In the 1993 SNA non-life insurance output is calculated as the balance of premiums earned plus premium supplements less claims due within the period under review. This works reasonably well for most classes of non-life insurance business but breaks down when a major catastrophe hits. The problem is one of timing. Whereas the 1993 SNA algorithm depends on the balance of premiums to claims within a year (or quarter), catastrophe business is medium to long term, and the relationship between premiums and claims would never be expected to be stable from year to year. The 1993 SNA treatment could lead to negative output in exceptional catastrophe years, and possibly overstated output in 'catch-up' years. Since most countries use a physical quantity indicator to derive output in volume terms their implied deflators reflect the volatility in the current price measure.

Insurers manage their exposure to risk on the basis of 'expected' claims using a combination of reinsurance and 'medium- to long-term' technical reserves, e.g. equalisation reserves. The task force's discussions have focussed on finding a pragmatic approach to reflecting this medium- to long-term aspect of economic behaviour in the national accounts, but have also touched on some fairly radical re-thinking of the treatment of non-life insurance.

The task force has met twice, and will provide a final report to the OCED meeting of national accounts experts in October 2003. The following list provides a summary of the conclusions reached so far, and the work-in-progress. Contributions and comments are welcomed via the electronic discussion group (please contact fenella.maitland-smith@oecd.org).

The task force:

  • …recognizes that the notion of expectation plays an important part in the business of insurance - when accepting risk and setting premiums, insurers consider both their expectation of loss (claims) and of income (premiums and premium supplements).


  • …recommends that expected claims should replace actual claims in the calculation of output, for all claims.


  • …supports the use of a statistical method for estimating expected claims whereby loss ratios (losses : premiums) are 'smoothed' using some type of moving average (simple exponential smoothing is recommended). Losses due to exceptional events (Hurricane Andrew, 9/11, European storms, etc.) may be removed prior to the smoothing process, and then added back, spread over a number of years.

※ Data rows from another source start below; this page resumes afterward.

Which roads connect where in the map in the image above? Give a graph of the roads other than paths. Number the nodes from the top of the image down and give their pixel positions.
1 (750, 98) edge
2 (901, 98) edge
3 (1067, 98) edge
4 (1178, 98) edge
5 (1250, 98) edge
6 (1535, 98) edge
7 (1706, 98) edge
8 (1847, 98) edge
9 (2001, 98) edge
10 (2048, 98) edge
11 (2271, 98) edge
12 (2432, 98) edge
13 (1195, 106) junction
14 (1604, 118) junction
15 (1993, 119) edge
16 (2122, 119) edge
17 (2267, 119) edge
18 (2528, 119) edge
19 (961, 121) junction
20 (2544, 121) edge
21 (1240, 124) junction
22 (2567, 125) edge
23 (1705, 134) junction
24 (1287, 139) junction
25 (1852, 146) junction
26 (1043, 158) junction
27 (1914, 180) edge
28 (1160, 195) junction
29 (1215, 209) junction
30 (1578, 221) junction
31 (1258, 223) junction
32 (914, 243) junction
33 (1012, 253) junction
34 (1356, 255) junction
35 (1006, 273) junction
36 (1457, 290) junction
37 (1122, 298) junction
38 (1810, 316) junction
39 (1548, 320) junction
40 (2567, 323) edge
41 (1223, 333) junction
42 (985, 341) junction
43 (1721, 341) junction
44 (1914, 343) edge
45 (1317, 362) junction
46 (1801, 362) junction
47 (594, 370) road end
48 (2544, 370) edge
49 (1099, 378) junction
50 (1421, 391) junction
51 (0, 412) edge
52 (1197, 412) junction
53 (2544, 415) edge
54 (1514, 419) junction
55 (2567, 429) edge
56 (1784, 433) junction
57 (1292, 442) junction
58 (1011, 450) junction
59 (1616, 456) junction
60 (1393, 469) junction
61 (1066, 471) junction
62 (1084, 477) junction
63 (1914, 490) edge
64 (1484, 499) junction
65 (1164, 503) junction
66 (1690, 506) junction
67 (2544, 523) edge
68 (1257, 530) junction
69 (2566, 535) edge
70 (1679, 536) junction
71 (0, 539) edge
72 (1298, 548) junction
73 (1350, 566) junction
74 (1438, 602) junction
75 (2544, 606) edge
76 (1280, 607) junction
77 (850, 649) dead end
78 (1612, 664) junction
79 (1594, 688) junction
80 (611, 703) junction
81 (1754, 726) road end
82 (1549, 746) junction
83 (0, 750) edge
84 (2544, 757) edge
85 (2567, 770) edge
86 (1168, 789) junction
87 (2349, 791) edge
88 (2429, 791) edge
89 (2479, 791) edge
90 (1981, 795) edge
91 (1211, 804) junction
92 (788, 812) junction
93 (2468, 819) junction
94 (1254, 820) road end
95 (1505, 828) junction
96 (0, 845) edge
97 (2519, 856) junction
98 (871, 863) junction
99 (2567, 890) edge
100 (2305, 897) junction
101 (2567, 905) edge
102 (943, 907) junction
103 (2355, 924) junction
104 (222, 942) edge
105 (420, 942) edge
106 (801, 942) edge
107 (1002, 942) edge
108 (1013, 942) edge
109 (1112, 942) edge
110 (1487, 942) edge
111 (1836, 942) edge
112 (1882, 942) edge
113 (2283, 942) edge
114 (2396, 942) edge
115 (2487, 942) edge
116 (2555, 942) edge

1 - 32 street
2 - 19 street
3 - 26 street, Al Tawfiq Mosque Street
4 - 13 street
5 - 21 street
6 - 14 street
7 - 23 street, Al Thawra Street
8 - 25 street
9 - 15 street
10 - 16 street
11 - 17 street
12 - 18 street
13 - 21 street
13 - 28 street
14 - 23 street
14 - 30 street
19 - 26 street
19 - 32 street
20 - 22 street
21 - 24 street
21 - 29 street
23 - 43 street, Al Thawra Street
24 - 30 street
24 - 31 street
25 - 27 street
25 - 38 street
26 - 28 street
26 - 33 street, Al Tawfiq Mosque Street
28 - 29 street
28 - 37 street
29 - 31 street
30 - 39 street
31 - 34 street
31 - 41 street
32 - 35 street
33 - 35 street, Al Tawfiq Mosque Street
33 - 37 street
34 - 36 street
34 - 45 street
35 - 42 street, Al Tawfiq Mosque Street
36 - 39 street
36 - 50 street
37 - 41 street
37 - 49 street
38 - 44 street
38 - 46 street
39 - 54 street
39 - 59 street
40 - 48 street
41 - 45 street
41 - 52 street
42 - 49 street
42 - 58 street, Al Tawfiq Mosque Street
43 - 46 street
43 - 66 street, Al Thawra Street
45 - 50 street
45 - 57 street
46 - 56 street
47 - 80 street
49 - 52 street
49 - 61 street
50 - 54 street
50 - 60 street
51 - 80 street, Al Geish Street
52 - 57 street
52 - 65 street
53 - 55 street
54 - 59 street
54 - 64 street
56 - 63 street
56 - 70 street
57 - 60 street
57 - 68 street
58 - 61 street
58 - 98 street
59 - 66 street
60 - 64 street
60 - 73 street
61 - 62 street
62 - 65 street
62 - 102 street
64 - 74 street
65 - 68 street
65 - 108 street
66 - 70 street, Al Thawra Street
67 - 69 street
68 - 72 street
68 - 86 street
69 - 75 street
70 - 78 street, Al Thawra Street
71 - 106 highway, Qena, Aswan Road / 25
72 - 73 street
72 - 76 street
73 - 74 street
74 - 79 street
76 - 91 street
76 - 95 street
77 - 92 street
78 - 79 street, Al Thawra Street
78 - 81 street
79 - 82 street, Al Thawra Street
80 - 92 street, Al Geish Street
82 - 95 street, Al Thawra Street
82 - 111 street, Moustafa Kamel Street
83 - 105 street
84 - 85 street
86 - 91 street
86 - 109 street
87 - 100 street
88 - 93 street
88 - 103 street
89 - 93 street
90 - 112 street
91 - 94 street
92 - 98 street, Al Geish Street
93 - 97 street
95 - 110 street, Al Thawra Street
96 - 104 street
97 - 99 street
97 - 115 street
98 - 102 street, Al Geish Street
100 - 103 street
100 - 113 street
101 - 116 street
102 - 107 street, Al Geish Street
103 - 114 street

  • …supports the use of an accounting approach for estimating expected claims in cases where equalization provisions (or similar reserves) are made for the purpose of smoothing loss ratios. Changes in equalization reserves are then included in the calculation of output in all years. In the case of an exceptional event, and the subsequent recovery years, a further, similar term may be added to the calculation to take account of changes in own funds needed to pay claims, and the related rebuilding of reserves. The task force did not reach a conclusion on how own funds should be defined in this context.


  • …has not yet reached agreement on the integration of expected claims and exceptional losses into the SNA framework. The options are currently under discussion, via the EDG, including the possibility of treating some or all claims as capital transactions.


  • …recognizes that an improved treatment of reinsurance could solve many problems. The task force is attracted by the use of a common treatment for direct insurance and reinsurance, as opposed to the consolidated approach of the 1993 SNA, and is considering various options, again via the EDG. These options include explicit recording of international flows of net premiums and claims, and the estimation of premium supplements for imported insurance services. Since the majority of reinsurance services are provided cross-border, these changes would have a significant effect, both on estimates of output and on balance of payments statistics.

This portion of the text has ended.